Cicerone AI Infrastructure Assistant - Technical Paper

Contents

  1. Abstract
  2. 1. Introduction
  3. 2. System Architecture
  4. 2.1 Components
  5. 2.2 Data Flow
  6. 3. Natural Language Processing
  7. 3.1 Task Parser
  8. 3.2 Entity Extraction
  9. 4. Security Model
  10. 4.1 Authentication
  11. 4.2 Authorization
  12. 4.3 Permission System
  13. 4.4 Rate Limiting
  14. 4.5 Audit Logging
  15. 5. Infrastructure Monitoring
  16. 5.1 Service State Tracker
  17. 5.2 Error Pattern Recognition
  18. 6. Telegram Integration
  19. 6.1 Bot Configuration
  20. 6.2 Notification Types
  21. 7. Scheduled Tasks
  22. 7.1 Cron Jobs
  23. 7.2 Task Manager
  24. 8. API Integration
  25. 8.1 GitLab API
  26. 8.2 Cloudflare API
  27. 9. Performance Considerations
  28. 9.1 Caching
  29. 9.2 Concurrency
  30. 10. Deployment
  31. 10.1 Docker Configuration
  32. 10.2 Environment Variables
  33. 11. Future Work
  34. 12. Conclusion

Cicerone AI Infrastructure Assistant - Technical Paper

Abstract

Cicerone is an AI-powered infrastructure management system that provides natural language control over servers, containers, and services.
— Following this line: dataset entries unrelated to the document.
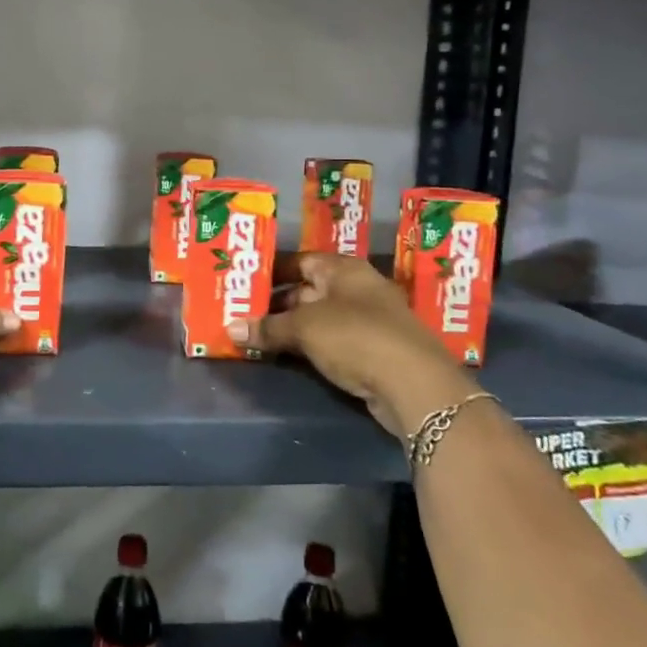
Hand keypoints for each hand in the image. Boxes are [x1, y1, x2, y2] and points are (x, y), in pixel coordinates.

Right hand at [228, 253, 467, 438]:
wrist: (414, 385)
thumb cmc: (356, 337)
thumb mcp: (304, 328)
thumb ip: (267, 328)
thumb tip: (231, 329)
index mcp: (344, 270)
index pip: (301, 261)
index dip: (273, 270)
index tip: (245, 281)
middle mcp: (357, 289)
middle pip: (308, 290)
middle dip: (276, 303)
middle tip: (241, 312)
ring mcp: (368, 322)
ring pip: (319, 319)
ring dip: (290, 328)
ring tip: (254, 335)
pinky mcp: (372, 352)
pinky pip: (330, 343)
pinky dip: (308, 347)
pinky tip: (284, 356)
This paper describes the architecture, implementation, and security considerations of the system.

1. Introduction

Managing infrastructure typically requires deep knowledge of command-line tools, SSH access, and manual intervention. Cicerone democratizes infrastructure management by providing a natural language interface that translates user requests into executable commands while maintaining safety through whitelists, permissions, audit logging.

2. System Architecture

2.1 Components

User Interface• Web Dashboard (trooper.stsgym.com/ai)• Telegram Bot (Real-time notifications)• API Endpoints (RESTful) Application Layer• Flask App (trooper-auth-extended)• SSO Integration (auth.stsgym.com)• Rate Limiting (nginx + Flask-Limiter) AI Engine• Task Parser (NLP)• Permission Manager (Request/Approve/Reject)• Task Tracker (Status & History)• Service State Tracker (Infrastructure Monitoring)• Error Pattern Recognizer (Anomaly Detection) Execution Layer• Docker CLI (Container Management)• SSH Client (Remote Command Execution)• File Operations (Read/Write with Whitelist)• GitLab API (Repository Operations)• Cloudflare API (DNS Management)

2.2 Data Flow

  1. User submits natural language command via web or API
  2. Task parser extracts intent and parameters
  3. Permission system checks if operation requires approval
  4. If approved, task executor runs the command
  5. Results logged to database and returned to user
  6. Telegram notifications sent for important events

3. Natural Language Processing

3.1 Task Parser

The task parser uses pattern matching to convert natural language into executable commands:

TASKS = {
    'docker_ps': {
        'patterns': [r'show docker containers', r'docker ps', r'list containers'],
        'category': 'docker',
        'risk': 'low',
        'command': 'docker ps'
    },
    'docker_restart': {
        'patterns': [r'restart (.+)', r'docker restart (.+)'],
        'category': 'docker',
        'risk': 'medium',
        'command': 'docker restart {container}',
        'confirm': True
    }
}

3.2 Entity Extraction

Parameters are extracted using regex patterns:

# Extract container name from "restart photos-app"
for word in message.split():
    if word not in ['restart', 'docker', 'container']:
        params['container'] = word

4. Security Model

4.1 Authentication

4.2 Authorization

Path Whitelist: - Read: /home/wez/, /var/log/, /etc/nginx/, /tmp/ - Write: /home/wez/, /tmp/

Host Whitelist: - miner (the production server) - trooper1 (the internal network)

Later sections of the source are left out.